=== Task goal ===
All lines of the material below that include the string "Cempaka" are to be copied.

=== Records to process ===

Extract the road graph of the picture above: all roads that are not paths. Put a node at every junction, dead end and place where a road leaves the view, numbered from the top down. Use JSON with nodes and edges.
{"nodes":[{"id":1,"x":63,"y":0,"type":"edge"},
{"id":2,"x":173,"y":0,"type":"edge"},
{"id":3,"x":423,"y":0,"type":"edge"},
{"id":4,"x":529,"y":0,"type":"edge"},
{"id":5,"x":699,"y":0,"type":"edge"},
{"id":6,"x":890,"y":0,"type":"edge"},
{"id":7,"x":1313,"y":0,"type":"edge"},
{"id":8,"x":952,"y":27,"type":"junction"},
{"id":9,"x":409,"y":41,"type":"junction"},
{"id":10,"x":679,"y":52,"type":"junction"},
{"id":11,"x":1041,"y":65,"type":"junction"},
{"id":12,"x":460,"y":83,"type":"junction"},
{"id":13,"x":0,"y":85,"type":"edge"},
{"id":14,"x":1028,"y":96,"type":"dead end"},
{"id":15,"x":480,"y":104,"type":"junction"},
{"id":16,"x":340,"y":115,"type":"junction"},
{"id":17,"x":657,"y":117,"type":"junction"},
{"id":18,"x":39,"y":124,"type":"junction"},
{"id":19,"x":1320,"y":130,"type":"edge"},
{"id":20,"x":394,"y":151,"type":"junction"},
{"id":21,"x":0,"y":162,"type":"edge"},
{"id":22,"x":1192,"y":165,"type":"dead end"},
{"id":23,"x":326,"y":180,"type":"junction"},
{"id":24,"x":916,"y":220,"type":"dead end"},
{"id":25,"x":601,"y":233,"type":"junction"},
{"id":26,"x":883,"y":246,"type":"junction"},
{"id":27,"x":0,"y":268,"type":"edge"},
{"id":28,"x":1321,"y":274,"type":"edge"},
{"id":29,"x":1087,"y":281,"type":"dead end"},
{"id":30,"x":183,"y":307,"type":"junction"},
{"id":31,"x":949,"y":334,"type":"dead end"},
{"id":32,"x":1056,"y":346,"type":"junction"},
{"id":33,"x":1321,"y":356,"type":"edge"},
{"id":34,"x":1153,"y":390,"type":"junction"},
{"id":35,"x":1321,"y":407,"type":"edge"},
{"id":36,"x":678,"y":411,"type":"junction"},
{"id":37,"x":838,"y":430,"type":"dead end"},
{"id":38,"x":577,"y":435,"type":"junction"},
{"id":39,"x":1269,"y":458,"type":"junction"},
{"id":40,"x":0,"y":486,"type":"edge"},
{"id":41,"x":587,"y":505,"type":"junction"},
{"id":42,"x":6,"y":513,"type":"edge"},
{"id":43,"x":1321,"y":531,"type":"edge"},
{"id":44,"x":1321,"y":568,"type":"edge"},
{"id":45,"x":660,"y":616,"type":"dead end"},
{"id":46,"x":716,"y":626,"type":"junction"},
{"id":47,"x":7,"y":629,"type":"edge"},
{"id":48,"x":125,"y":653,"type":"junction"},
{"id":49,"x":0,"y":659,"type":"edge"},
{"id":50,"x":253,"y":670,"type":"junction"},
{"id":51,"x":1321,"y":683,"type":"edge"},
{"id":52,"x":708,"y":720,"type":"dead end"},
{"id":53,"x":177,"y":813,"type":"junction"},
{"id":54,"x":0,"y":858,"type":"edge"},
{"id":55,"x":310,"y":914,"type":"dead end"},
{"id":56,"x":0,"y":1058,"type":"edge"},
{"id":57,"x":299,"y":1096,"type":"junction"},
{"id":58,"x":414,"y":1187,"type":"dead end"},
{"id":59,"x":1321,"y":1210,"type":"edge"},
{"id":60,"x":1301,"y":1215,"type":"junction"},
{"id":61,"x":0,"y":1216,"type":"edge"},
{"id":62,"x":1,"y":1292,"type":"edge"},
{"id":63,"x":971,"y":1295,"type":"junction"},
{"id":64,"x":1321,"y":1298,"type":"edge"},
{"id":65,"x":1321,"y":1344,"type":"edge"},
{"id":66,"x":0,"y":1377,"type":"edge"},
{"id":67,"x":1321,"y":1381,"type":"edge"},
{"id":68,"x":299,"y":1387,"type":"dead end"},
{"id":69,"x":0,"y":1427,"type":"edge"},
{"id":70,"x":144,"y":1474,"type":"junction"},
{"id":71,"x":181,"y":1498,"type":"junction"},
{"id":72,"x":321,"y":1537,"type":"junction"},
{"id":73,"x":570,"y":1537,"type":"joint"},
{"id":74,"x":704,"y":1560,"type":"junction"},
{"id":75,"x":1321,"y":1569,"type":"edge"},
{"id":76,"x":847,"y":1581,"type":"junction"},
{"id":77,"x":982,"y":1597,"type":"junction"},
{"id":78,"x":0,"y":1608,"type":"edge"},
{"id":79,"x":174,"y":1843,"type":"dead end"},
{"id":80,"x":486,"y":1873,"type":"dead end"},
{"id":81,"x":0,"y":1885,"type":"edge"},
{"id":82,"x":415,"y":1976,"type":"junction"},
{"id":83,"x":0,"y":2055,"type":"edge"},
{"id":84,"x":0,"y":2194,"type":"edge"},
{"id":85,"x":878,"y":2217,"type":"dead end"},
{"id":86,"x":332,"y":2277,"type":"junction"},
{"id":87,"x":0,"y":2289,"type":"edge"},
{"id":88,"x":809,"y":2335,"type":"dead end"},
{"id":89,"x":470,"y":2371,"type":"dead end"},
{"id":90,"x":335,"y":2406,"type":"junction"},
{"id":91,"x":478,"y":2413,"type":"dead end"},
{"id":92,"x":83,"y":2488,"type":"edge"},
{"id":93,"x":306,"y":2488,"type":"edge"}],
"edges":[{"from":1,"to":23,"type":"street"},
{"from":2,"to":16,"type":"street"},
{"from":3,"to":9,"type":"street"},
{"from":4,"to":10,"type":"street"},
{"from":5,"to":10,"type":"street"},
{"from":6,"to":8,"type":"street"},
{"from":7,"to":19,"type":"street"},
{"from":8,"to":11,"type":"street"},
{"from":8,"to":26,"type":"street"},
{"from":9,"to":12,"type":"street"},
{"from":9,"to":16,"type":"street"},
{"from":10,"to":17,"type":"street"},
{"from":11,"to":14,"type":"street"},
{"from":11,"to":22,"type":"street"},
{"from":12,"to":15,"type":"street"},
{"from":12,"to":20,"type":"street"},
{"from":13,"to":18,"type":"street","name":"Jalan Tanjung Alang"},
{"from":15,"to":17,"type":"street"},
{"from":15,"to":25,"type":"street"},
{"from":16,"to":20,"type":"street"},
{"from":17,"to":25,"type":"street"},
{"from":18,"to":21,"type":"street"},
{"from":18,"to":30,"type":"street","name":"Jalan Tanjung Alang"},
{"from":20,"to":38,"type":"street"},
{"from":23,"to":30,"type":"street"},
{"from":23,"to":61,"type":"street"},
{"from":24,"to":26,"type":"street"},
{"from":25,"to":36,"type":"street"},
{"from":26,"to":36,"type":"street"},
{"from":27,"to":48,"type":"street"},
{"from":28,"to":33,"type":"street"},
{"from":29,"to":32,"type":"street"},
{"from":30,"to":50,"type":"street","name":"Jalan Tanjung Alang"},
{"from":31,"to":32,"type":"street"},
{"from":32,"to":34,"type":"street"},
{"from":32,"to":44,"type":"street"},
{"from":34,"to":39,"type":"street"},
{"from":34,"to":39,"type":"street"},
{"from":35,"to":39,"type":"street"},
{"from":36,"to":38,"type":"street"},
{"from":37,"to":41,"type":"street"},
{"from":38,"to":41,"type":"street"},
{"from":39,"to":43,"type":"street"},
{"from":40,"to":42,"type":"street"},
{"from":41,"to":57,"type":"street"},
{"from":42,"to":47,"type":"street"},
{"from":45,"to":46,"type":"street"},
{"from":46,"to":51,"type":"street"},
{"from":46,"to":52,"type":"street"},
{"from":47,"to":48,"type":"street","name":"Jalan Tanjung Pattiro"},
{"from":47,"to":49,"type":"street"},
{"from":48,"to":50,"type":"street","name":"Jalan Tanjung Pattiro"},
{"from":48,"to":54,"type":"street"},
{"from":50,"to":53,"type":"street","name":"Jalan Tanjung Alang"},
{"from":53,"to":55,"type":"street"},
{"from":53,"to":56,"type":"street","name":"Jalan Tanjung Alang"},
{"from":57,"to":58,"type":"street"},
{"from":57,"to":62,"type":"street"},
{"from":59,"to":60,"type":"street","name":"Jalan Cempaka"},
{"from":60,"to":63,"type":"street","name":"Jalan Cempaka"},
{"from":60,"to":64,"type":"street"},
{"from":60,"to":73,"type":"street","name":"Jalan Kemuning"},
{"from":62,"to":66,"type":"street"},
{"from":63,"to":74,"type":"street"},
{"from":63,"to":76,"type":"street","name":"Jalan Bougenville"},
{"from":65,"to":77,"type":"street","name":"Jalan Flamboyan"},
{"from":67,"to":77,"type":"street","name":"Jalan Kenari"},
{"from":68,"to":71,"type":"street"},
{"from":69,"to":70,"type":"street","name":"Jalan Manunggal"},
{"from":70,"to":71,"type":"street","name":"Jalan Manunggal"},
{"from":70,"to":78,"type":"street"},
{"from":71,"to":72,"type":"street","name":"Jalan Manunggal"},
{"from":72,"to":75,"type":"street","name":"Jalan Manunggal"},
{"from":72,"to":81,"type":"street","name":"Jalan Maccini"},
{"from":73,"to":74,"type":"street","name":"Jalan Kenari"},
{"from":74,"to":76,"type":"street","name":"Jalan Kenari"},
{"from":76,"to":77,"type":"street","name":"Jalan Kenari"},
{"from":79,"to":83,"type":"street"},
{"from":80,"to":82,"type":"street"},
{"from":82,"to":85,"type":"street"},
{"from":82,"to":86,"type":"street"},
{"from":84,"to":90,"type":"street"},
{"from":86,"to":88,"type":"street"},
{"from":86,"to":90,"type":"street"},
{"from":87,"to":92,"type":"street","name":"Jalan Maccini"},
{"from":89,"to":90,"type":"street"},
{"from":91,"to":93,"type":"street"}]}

=== Your response ===
{"from":59,"to":60,"type":"street","name":"Jalan Cempaka"},
{"from":60,"to":63,"type":"street","name":"Jalan Cempaka"},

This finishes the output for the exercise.